**Problem description:** Please report how many lines of the following entries hold the word "columns", giving the number alone.
*** Opening of Provided data ***
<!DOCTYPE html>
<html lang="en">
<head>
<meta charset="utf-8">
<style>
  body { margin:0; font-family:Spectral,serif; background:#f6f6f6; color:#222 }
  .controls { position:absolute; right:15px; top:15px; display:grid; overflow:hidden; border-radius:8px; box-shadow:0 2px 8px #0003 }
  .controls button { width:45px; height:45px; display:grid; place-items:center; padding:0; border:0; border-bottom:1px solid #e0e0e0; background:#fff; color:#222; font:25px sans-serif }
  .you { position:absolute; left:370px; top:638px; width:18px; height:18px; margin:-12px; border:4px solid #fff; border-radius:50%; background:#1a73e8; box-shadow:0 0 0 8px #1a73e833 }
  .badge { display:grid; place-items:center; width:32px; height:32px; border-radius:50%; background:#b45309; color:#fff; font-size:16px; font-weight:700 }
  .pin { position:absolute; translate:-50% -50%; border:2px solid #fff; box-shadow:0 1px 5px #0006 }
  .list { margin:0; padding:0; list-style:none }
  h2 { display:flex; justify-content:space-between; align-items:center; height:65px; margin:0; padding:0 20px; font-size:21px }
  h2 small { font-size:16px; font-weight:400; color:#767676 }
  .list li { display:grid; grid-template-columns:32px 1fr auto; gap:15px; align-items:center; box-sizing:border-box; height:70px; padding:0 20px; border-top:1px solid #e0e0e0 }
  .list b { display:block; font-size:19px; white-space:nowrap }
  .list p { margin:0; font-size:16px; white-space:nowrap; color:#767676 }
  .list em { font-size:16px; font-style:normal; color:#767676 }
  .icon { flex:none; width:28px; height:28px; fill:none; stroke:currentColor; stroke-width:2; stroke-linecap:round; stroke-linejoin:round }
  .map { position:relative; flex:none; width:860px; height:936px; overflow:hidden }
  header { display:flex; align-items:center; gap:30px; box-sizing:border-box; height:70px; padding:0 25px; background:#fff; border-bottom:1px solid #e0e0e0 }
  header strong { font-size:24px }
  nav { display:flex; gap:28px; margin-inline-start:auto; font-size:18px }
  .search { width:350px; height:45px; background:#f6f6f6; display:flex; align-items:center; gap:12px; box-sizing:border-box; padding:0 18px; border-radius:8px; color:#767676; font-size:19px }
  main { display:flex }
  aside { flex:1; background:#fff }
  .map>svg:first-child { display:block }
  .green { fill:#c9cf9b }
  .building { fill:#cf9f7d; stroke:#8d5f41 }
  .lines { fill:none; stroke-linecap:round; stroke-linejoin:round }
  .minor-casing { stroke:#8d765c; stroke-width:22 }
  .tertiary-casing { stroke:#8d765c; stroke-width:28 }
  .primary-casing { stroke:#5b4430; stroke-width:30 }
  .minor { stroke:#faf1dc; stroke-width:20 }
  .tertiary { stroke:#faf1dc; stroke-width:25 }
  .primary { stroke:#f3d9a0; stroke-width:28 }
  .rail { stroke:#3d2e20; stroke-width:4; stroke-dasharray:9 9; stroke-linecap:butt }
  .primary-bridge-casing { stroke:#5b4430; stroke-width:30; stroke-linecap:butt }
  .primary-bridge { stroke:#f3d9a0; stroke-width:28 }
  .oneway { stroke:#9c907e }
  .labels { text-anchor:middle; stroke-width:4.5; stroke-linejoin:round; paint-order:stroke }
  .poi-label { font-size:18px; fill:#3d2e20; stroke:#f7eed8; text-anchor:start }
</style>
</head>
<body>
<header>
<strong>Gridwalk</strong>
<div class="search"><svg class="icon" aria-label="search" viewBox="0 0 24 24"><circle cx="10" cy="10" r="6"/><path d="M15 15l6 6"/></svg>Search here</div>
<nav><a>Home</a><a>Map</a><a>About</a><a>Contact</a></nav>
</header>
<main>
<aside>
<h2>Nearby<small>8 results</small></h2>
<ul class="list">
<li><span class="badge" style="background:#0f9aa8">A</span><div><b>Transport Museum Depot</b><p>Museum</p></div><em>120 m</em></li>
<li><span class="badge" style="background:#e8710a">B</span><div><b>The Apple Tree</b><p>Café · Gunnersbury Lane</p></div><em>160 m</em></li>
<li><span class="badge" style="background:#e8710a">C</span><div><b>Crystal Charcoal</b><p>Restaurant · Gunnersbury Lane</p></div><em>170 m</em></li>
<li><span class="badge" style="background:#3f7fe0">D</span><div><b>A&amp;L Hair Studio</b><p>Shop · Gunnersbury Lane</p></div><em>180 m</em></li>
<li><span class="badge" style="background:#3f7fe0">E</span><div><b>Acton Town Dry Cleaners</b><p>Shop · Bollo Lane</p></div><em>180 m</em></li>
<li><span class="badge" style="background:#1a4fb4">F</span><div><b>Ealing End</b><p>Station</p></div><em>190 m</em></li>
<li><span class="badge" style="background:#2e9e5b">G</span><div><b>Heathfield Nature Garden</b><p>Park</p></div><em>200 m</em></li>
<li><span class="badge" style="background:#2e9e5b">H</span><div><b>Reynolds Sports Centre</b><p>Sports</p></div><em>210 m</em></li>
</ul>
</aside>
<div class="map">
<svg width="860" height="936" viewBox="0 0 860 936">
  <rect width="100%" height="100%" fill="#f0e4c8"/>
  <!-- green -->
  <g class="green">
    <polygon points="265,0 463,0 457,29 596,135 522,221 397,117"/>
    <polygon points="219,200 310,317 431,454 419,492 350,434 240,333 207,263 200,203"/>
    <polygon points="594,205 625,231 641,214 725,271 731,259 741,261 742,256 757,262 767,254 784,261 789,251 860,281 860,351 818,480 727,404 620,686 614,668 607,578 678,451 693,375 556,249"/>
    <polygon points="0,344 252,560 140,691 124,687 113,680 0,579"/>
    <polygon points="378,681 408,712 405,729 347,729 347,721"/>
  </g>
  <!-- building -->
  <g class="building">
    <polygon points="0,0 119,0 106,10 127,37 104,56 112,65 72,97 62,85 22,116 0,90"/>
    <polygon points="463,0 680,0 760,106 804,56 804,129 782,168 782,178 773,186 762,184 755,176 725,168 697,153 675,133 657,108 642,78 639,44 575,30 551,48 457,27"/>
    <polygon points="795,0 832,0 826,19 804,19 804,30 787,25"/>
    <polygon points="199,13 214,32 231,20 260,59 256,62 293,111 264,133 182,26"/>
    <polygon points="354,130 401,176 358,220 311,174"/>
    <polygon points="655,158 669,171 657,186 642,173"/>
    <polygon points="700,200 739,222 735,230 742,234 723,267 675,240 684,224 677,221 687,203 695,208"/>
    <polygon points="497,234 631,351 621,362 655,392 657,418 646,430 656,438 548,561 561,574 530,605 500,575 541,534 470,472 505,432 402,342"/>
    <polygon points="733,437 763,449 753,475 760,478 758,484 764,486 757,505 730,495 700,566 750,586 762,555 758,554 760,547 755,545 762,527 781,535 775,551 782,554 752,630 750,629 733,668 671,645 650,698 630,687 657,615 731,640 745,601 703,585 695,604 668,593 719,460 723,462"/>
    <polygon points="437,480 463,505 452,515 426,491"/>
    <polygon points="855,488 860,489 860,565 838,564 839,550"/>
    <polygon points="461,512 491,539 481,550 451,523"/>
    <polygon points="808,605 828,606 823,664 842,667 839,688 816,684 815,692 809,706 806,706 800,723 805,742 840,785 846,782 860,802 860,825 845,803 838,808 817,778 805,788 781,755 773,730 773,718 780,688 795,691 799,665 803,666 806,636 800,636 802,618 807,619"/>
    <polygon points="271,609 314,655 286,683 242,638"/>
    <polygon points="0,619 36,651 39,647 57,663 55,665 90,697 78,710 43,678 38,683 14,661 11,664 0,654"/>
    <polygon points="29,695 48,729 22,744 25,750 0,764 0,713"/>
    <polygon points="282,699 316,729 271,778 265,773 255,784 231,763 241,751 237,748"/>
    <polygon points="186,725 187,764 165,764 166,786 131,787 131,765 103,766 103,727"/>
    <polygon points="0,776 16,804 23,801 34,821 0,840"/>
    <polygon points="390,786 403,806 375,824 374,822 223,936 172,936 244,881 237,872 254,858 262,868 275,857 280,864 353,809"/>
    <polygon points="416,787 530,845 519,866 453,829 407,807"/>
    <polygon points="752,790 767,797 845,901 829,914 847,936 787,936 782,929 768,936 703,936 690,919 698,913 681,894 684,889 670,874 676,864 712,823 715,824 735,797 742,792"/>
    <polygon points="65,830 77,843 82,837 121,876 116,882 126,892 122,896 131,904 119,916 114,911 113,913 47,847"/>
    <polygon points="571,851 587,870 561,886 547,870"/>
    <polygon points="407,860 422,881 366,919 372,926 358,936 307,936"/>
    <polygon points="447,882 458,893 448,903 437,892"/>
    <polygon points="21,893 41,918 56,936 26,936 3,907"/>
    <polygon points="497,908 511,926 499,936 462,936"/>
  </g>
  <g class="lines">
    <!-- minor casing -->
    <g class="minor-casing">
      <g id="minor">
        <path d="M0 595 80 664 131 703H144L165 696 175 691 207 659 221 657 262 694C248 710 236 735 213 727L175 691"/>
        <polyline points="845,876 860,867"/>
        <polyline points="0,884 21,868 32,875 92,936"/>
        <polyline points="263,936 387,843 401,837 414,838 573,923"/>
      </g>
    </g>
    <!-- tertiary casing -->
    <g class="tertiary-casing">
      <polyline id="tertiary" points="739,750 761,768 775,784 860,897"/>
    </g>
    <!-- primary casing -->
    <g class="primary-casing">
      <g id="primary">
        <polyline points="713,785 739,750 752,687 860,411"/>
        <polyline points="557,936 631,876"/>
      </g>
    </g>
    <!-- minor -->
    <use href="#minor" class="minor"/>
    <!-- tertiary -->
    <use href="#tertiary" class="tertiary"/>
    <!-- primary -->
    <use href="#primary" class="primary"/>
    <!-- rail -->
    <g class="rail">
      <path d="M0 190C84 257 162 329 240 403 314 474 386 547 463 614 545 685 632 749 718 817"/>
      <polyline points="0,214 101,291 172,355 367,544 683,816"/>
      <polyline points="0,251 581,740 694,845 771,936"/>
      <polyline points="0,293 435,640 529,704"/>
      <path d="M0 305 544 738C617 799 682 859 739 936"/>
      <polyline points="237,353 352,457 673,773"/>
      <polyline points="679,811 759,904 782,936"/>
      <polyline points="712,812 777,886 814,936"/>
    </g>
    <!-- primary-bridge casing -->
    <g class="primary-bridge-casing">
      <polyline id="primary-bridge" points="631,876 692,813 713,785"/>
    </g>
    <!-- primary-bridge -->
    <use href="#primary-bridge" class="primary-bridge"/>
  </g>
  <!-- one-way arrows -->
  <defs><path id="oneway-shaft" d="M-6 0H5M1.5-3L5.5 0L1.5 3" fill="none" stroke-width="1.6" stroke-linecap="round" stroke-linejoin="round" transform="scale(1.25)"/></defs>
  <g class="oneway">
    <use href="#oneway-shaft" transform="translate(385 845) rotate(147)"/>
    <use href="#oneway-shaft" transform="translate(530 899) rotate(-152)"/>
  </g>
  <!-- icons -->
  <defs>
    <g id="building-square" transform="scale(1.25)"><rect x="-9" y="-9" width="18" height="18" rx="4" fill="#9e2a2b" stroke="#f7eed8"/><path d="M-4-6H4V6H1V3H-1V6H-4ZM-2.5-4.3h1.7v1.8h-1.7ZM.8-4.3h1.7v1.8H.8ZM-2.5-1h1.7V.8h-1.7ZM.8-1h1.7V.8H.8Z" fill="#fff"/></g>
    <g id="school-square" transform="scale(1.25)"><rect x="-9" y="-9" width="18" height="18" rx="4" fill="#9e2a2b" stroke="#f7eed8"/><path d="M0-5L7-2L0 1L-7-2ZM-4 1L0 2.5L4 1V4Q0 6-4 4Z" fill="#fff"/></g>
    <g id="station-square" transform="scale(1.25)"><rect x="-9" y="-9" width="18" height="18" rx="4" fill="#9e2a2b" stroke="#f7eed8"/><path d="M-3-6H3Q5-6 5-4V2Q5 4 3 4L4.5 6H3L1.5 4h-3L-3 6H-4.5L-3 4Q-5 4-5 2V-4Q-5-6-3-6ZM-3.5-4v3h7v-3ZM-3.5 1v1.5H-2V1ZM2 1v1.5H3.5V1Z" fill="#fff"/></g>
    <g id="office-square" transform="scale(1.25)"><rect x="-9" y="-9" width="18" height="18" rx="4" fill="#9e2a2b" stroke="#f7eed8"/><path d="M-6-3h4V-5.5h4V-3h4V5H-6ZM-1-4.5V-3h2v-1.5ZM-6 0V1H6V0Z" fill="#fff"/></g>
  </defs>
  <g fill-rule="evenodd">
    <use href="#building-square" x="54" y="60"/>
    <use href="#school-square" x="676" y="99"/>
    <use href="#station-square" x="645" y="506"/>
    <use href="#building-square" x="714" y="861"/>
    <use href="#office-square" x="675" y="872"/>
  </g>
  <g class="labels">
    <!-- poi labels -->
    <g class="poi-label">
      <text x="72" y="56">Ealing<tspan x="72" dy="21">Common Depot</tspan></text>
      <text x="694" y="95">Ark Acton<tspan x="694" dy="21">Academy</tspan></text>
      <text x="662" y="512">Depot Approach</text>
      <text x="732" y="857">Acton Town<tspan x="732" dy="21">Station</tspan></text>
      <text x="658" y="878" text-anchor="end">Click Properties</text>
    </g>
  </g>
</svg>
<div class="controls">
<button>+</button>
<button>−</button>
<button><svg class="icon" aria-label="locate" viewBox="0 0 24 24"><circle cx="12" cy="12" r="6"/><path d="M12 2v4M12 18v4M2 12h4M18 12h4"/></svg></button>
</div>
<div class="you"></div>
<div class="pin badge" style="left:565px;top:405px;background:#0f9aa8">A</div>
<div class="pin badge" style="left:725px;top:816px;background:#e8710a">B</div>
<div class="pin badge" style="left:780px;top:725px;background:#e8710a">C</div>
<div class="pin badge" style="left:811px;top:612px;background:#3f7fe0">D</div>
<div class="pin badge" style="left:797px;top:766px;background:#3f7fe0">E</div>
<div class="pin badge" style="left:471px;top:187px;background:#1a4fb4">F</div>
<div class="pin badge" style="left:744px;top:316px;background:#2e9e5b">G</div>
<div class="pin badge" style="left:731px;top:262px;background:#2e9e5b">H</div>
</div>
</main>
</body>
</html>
*** Close of Provided data ***
*** Opening of Provided data ***
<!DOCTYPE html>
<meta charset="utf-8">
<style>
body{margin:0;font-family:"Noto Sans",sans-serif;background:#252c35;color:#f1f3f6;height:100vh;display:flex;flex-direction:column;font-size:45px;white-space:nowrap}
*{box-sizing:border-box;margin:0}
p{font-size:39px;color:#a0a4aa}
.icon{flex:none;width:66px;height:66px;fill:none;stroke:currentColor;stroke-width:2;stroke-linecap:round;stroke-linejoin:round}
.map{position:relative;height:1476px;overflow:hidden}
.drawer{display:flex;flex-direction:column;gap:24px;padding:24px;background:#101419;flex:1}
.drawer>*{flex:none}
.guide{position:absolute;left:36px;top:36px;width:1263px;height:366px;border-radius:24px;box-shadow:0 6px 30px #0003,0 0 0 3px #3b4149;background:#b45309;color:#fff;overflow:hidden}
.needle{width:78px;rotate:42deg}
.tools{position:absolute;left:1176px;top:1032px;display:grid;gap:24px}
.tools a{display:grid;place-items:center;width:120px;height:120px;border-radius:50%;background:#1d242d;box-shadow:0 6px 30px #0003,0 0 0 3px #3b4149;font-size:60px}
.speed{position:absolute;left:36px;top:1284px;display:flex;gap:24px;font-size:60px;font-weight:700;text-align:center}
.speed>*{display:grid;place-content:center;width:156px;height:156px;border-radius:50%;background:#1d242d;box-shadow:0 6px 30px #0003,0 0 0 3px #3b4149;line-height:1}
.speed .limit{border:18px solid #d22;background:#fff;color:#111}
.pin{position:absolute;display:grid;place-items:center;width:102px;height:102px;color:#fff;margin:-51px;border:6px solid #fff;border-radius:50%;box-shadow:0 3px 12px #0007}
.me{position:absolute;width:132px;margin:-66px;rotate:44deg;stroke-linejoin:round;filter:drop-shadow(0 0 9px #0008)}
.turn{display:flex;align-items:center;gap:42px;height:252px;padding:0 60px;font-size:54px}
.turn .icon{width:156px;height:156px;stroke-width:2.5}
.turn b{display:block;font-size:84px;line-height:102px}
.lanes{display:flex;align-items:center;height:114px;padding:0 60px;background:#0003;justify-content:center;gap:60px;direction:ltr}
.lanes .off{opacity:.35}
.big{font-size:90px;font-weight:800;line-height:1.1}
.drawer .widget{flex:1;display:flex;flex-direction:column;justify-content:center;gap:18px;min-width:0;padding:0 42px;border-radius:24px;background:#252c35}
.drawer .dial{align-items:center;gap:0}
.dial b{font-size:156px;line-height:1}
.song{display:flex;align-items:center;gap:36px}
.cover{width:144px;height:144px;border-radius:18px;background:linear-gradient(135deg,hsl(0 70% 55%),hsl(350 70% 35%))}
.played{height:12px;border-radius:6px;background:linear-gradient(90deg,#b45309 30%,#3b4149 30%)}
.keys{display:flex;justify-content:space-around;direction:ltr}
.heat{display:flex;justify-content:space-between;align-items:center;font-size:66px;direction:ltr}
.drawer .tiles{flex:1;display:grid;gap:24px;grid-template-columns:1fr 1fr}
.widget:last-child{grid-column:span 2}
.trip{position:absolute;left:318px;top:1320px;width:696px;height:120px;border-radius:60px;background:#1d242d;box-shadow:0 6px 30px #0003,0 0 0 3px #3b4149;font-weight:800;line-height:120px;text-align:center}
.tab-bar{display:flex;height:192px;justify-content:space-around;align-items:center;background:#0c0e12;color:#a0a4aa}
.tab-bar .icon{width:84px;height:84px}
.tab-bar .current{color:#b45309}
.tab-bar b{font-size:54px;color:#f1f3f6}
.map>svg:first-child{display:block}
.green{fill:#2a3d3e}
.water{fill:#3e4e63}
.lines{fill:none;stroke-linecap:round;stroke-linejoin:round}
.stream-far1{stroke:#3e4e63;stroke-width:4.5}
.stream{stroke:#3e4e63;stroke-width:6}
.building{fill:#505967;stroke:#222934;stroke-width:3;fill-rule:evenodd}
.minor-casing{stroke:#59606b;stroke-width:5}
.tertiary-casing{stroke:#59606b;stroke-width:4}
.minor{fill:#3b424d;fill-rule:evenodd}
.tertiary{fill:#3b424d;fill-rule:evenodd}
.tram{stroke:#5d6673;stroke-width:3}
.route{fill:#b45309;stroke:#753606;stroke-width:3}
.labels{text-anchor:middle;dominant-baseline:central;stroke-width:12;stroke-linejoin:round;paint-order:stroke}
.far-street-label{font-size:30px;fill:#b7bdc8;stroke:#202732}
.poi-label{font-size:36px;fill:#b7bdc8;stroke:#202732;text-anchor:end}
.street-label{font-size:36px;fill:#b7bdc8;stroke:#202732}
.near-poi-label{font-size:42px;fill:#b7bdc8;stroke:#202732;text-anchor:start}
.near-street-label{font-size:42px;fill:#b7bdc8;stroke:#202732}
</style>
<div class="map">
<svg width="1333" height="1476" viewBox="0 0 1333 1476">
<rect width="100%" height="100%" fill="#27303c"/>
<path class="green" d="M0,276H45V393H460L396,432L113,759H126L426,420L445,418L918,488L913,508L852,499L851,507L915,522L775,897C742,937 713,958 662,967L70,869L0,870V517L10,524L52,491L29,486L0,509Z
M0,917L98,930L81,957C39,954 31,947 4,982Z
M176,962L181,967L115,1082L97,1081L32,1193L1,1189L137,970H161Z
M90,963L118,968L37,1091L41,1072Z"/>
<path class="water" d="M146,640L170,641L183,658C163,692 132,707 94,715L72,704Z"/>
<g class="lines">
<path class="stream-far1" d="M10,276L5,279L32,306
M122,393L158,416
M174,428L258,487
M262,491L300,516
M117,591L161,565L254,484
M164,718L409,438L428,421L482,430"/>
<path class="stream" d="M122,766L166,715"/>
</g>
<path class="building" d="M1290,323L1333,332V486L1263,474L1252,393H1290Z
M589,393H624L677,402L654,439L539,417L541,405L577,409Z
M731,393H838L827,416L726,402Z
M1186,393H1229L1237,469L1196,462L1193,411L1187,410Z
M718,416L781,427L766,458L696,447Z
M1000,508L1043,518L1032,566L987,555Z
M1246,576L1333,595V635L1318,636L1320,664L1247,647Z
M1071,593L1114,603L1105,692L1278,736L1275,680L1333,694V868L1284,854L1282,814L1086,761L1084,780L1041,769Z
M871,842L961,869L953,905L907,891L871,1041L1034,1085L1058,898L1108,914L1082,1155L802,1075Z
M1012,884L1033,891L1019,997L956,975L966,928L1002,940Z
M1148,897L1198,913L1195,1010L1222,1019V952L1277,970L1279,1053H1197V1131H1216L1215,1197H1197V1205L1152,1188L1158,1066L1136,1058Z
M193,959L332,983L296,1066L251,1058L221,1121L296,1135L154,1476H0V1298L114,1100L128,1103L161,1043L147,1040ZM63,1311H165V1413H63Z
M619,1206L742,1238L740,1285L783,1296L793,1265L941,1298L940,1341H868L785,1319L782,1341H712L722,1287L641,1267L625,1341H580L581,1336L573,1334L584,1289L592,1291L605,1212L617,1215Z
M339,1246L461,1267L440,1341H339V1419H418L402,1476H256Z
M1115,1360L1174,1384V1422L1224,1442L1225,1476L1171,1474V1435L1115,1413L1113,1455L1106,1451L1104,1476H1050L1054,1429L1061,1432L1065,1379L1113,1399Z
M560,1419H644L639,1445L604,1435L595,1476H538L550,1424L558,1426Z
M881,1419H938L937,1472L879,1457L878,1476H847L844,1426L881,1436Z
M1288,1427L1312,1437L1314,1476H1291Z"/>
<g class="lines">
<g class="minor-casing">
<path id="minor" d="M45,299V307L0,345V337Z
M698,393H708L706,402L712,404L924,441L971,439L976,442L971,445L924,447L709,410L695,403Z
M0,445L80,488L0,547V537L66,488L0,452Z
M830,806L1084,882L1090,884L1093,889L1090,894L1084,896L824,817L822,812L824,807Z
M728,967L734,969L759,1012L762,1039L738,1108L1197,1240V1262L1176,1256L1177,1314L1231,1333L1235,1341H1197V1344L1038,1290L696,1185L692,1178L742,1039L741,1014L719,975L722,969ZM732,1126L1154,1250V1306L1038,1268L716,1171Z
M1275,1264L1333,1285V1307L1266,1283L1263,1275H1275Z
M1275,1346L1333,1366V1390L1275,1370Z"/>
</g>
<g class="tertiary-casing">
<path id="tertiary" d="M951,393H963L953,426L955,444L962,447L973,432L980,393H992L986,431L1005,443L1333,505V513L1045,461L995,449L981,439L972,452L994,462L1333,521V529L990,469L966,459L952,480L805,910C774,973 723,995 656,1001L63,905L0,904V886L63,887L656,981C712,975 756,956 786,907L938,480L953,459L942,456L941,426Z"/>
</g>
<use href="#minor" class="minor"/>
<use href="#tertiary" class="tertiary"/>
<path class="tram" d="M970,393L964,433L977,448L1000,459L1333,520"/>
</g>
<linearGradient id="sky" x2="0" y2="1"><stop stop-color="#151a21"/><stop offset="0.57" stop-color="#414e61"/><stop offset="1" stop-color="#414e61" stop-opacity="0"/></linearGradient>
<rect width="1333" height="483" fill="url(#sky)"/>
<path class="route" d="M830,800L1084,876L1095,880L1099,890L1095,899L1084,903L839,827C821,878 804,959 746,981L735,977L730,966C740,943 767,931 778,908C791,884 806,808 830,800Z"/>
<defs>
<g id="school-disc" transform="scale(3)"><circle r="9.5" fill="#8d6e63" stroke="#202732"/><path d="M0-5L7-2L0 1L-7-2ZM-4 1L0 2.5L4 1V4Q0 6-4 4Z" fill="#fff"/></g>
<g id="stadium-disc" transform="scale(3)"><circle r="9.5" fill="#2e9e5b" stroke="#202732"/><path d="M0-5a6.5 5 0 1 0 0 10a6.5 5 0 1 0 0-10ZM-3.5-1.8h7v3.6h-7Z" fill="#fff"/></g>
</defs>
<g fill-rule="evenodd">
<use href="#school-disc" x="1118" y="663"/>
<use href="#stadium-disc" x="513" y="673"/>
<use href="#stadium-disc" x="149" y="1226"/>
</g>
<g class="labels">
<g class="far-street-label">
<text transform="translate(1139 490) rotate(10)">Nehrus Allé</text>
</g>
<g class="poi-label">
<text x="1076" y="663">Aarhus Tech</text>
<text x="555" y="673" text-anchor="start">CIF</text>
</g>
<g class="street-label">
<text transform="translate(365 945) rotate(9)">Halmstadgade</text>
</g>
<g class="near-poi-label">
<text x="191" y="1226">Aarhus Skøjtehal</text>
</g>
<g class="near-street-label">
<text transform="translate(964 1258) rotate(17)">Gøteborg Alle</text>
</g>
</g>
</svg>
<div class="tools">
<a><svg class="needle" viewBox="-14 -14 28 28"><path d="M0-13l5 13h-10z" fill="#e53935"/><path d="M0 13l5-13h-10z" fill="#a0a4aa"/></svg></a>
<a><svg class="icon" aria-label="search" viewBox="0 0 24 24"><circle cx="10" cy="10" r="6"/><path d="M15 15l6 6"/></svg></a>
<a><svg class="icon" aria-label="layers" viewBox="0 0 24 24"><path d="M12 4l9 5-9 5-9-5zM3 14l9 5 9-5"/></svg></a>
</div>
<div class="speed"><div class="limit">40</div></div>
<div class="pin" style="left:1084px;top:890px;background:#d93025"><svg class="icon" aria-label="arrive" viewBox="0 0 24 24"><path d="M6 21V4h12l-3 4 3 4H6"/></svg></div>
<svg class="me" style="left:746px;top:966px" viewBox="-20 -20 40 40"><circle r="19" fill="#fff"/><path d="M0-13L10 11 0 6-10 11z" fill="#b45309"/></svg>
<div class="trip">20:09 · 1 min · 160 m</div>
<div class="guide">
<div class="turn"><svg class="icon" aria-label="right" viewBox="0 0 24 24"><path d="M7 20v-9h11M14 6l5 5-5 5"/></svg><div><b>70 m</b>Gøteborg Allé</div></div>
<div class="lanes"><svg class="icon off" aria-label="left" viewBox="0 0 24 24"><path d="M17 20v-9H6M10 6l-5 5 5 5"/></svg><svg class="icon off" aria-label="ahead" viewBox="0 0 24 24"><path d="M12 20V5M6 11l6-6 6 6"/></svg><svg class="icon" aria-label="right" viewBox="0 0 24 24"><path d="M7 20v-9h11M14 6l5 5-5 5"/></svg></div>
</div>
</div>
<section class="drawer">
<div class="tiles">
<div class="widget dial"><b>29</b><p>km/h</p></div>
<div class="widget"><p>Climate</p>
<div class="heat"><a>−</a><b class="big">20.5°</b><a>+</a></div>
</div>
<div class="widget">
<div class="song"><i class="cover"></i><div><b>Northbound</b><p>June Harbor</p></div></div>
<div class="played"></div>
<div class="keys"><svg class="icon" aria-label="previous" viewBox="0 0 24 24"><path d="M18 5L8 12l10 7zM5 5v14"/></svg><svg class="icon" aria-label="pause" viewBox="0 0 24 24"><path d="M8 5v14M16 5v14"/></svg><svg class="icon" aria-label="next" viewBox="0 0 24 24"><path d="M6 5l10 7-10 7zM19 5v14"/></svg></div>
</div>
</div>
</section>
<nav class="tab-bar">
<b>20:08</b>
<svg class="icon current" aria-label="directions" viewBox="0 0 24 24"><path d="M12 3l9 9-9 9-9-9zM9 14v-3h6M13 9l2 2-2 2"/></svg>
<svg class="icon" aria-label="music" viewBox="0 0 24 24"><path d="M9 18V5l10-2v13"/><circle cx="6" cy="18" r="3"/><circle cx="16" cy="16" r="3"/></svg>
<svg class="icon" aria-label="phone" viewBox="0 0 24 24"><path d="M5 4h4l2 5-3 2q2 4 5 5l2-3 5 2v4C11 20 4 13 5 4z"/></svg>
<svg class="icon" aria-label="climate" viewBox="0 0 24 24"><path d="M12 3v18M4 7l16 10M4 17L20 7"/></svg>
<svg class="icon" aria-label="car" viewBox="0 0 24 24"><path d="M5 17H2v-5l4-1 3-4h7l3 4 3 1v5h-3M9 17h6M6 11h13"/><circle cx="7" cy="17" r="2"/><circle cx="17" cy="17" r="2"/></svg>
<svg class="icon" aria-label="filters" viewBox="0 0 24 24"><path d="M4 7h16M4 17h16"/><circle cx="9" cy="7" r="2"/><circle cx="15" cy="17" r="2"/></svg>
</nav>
*** Close of Provided data ***
**Exercise output:** 2